Opinion
Argued January 21, 1948 —
Decided March 17, 1948.
The mere fact that the land will be more profitable to the owner if a variance from the terms of the zoning ordinance is granted is not a sufficient reason for the granting of it.
On applications for writs of certiorari and mandamus.
Before Justices DONGES, COLIE and EASTWOOD.
For the prosecutor, Heller Laiks.
For the respondents, Thomas E. Duffy.
Prosecutor holds a contract to purchase land at the corner of Pennington and Lafayette Avenues in the City of Passaic. The contracting parties have agreed that the contract to purchase becomes binding if the land is available for the erection of two one-family dwellings thereon.

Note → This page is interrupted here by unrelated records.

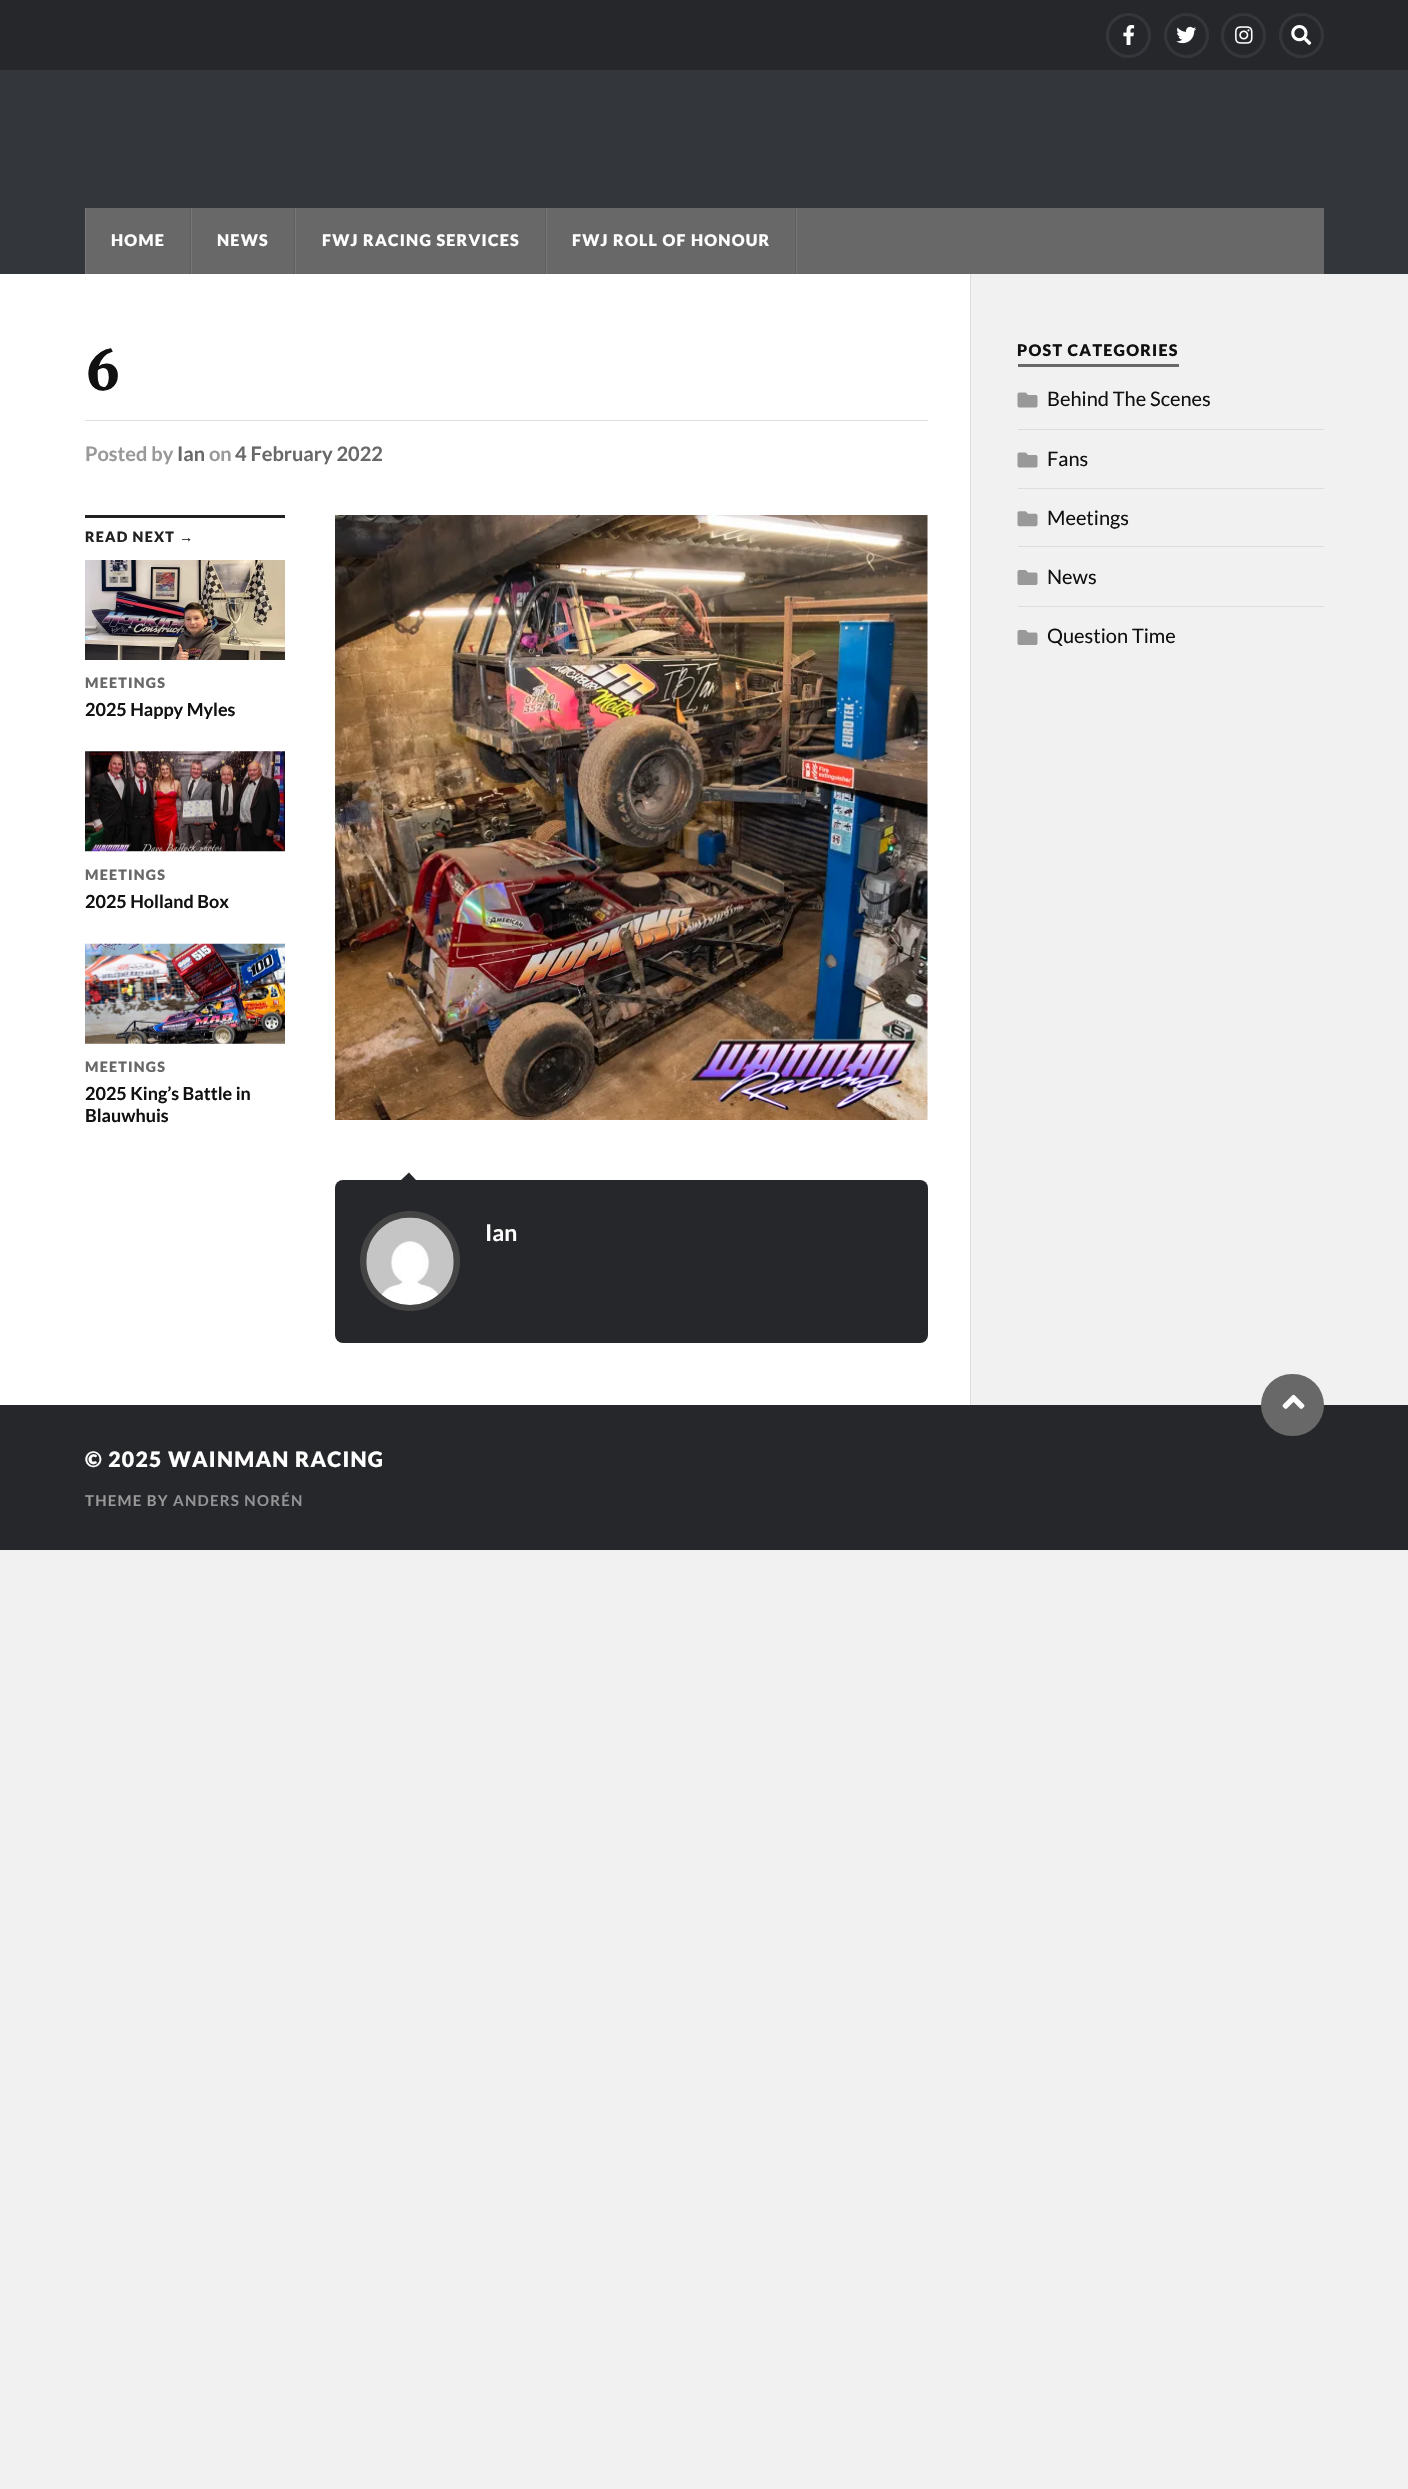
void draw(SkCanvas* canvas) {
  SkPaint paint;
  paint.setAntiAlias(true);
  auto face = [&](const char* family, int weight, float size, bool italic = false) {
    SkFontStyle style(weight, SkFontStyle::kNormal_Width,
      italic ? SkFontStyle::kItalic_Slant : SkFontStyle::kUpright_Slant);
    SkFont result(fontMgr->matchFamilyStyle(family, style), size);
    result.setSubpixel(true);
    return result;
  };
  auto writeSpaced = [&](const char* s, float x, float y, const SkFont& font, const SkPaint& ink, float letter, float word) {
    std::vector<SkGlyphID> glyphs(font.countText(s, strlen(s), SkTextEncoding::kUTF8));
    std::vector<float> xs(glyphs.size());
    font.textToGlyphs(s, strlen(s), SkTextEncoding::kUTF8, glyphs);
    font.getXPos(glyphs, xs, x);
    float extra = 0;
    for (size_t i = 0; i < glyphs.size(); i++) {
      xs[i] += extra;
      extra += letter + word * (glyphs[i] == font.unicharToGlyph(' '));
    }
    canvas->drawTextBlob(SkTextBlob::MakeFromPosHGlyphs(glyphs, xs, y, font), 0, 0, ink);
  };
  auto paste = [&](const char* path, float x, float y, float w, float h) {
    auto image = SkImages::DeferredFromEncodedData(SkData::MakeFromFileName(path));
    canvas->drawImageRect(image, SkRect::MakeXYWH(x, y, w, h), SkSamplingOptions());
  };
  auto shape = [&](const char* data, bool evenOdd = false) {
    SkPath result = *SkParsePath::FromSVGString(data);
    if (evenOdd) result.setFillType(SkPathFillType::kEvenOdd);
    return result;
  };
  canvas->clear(0xfff1f1f1);
  paint.setColor(0xff26272b);
  canvas->drawRect(SkRect::MakeXYWH(0, 0, 1408, 70), paint);
  paint.setStroke(true);
  paint.setStrokeWidth(3);
  paint.setColor(0xff33363b);
  canvas->drawCircle(1128.5f, 35.5f, 21, paint);
  paste("img/1.png", 1123, 25, 12, 20);
  canvas->drawCircle(1186.5f, 35.5f, 21, paint);
  paste("img/2.png", 1176, 26, 21, 18);
  canvas->drawCircle(1243.5f, 35.5f, 21, paint);
  paste("img/3.png", 1235, 26, 18, 18);
  canvas->drawCircle(1301.5f, 35.5f, 21, paint);
  paste("img/4.png", 1291, 25, 21, 20);
  paint.setStroke(false);
  {
    const struct { float x, y, w, h; SkColor color; } items[] = {
      {0, 70, 1408, 204, 0xff33363b},
      {86, 208, 1238, 66, 0xff686868},
      {190, 208, 1, 66, 0xff5e5e5e},
      {85, 208, 1, 66, 0xff777777},
      {294, 208, 1, 66, 0xff5e5e5e},
      {191, 208, 1, 66, 0xff777777},
      {545, 208, 1, 66, 0xff5e5e5e},
      {295, 208, 1, 66, 0xff777777},
      {795, 208, 1, 66, 0xff5e5e5e},
      {546, 208, 1, 66, 0xff777777},
      {796, 208, 1, 66, 0xff777777},
      {0, 274, 970, 1131, 0xffffffff},
      {85, 420, 843, 1, 0xffdddddd},
      {85, 515, 200, 3, 0xff222222},
    };
    for (auto [x, y, w, h, color] : items) {
      paint.setColor(color);
      canvas->drawRect(SkRect::MakeXYWH(x, y, w, h), paint);
    }
  }
  paste("img/5.png", 85, 560, 200, 100);
  paste("img/6.png", 85, 751, 200, 101);
  paste("img/7.png", 85, 943, 200, 101);
  paste("img/8.png", 335, 515, 593, 605);
  paint.setColor(0xff26272b);
  canvas->drawRoundRect(SkRect::MakeXYWH(335, 1180, 593, 163), 8, 8, paint);
  paint.setColor(0xff25262b);
  canvas->drawPath(shape("M416 1180H401L409 1172.5Z"), paint);
  paint.setColor(0xff444444);
  canvas->drawCircle(410, 1261, 50, paint);
  paste("img/9.png", 366, 1217, 88, 88);
  {
    const struct { float x, y, w, h; SkColor color; } items[] = {
      {970, 274, 1, 1131, 0xffdddddd},
      {1018, 364, 161, 3, 0xff686868},
      {1018, 429, 306, 1, 0xffdddddd},
    };
    for (auto [x, y, w, h, color] : items) {
      paint.setColor(color);
      canvas->drawRect(SkRect::MakeXYWH(x, y, w, h), paint);
    }
  }
  paste("img/10.png", 1017, 392, 21, 16);
  canvas->drawRect(SkRect::MakeXYWH(1018, 488, 306, 1), paint);
  paste("img/10.png", 1017, 452, 21, 16);
  canvas->drawRect(SkRect::MakeXYWH(1018, 546, 306, 1), paint);
  paste("img/11.png", 1017, 511, 21, 16);
  canvas->drawRect(SkRect::MakeXYWH(1018, 606, 306, 1), paint);
  paste("img/12.png", 1017, 570, 21, 15);
  paste("img/12.png", 1017, 630, 21, 15);
  paint.setColor(0xff26272b);
  canvas->drawRect(SkRect::MakeXYWH(0, 1405, 1408, 145), paint);
  paint.setColor(0xff686868);
  canvas->drawRoundRect(SkRect::MakeXYWH(1261, 1374, 63, 62), 31, 31, paint);
  paste("img/13.png", 1282, 1394, 23, 15);
  auto f0 = face("Lato", 900, 16);
  paint.setColor(0xffffffff);
  {
    const struct { const char* s; float x, y; } items[] = {
      {"HOME", 111, 246},
      {"NEWS", 217, 246},
      {"FWJ RACING SERVICES", 322, 246},
      {"FWJ ROLL OF HONOUR", 572, 246},
    };
    for (auto [s, x, y] : items) {
      writeSpaced(s, x, y, f0, paint, 1.25f, 0);
    }
  }
  auto f1 = face("Merriweather", 900, 53);
  paint.setColor(0xff111111);
  writeSpaced("6", 85, 390, f1, paint, -1, 0);
  auto f2 = face("Lato", 700, 20);
  paint.setColor(0xff999999);
  canvas->drawString("Posted by", 85, 461, f2, paint);
  paint.setColor(0xff686868);
  canvas->drawString("Ian", 177, 461, f2, paint);
  paint.setColor(0xff999999);
  canvas->drawString("on", 209, 461, f2, paint);
  paint.setColor(0xff686868);
  canvas->drawString("4 February 2022", 235, 461, f2, paint);
  auto f3 = face("Lato", 900, 14.25f);
  paint.setColor(0xff222222);
  writeSpaced("READ NEXT", 85, 542, f3, paint, 1.25f, 0);
  auto f4 = face("Liberation Sans", 700, 14.25f);
  writeSpaced("→", 179, 542, f4, paint, 1.25f, 0);
  paint.setColor(0xff686868);
  writeSpaced("MEETINGS", 85, 688, f3, paint, 1.25f, 0);
  auto f5 = face("Lato", 700, 18);
  paint.setColor(0xff111111);
  canvas->drawString("2025 Happy Myles", 85, 716, f5, paint);
  paint.setColor(0xff686868);
  writeSpaced("MEETINGS", 85, 880, f3, paint, 1.25f, 0);
  paint.setColor(0xff111111);
  canvas->drawString("2025 Holland Box", 85, 908, f5, paint);
  paint.setColor(0xff686868);
  writeSpaced("MEETINGS", 85, 1072, f3, paint, 1.25f, 0);
  paint.setColor(0xff111111);
  canvas->drawString("2025 King’s Battle in", 85, 1100, f5, paint);
  canvas->drawString("Blauwhuis", 85, 1122, f5, paint);
  auto f6 = face("Lato", 700, 23);
  paint.setColor(0xffffffff);
  canvas->drawString("Ian", 485, 1241, f6, paint);
  paint.setColor(0xff111111);
  writeSpaced("POST CATEGORIES", 1017, 356, f0, paint, 1.25f, 0);
  auto f7 = face("Lato", 400, 20);
  {
    const struct { const char* s; float x, y; } items[] = {
      {"Behind The Scenes", 1047, 406},
      {"Fans", 1047, 466},
      {"Meetings", 1047, 525},
      {"News", 1047, 584},
      {"Question Time", 1047, 643},
    };
    for (auto [s, x, y] : items) {
      canvas->drawString(s, x, y, f7, paint);
    }
  }
  auto f8 = face("Lato", 900, 21.25f);
  paint.setColor(0xffffffff);
  writeSpaced("© 2025 WAINMAN RACING", 85, 1467, f8, paint, 1.25f, 0);
  auto f9 = face("Lato", 700, 15);
  paint.setColor(0xff999999);
  writeSpaced("THEME BY", 85, 1506, f9, paint, 1.25f, 0);
  paint.setColor(0xff939395);
  writeSpaced("ANDERS NORÉN", 173, 1506, f9, paint, 1.25f, 0);
}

The zoning ordinance requires that the proposed houses shall have a set-back of forty feet but the plans submitted to the building inspector called for a twenty-five foot set-back. Under these circumstances, the denial of a building permit was proper. Thereafter, prosecutor applied to the Board of Adjustment for a variance to permit the buildings to be erected on a twenty-five foot set-back. The Board of Adjustment denied the application. The prosecutor's argument on this application is that he can use the land to better advantage if he erects two buildings thereon rather than one and that it is unreasonable and arbitrary to deny him a variance from the zoning ordinance to accomplish that end. The mere fact that the land will be more profitable to the prosecutor if the variance is granted is not a sufficient reason for the granting of it. Brandon v. Montclair, 124 N.J.L. 135 ; affirmed, 125 Id. 367.
Prosecutor failed to establish a case of unnecessary hardship and that being so, the Board of Adjustment did not act capriciously or arbitrarily. Scaduto v. Bloomfield, 127 N.J.L. 1.
The applications are denied, with costs.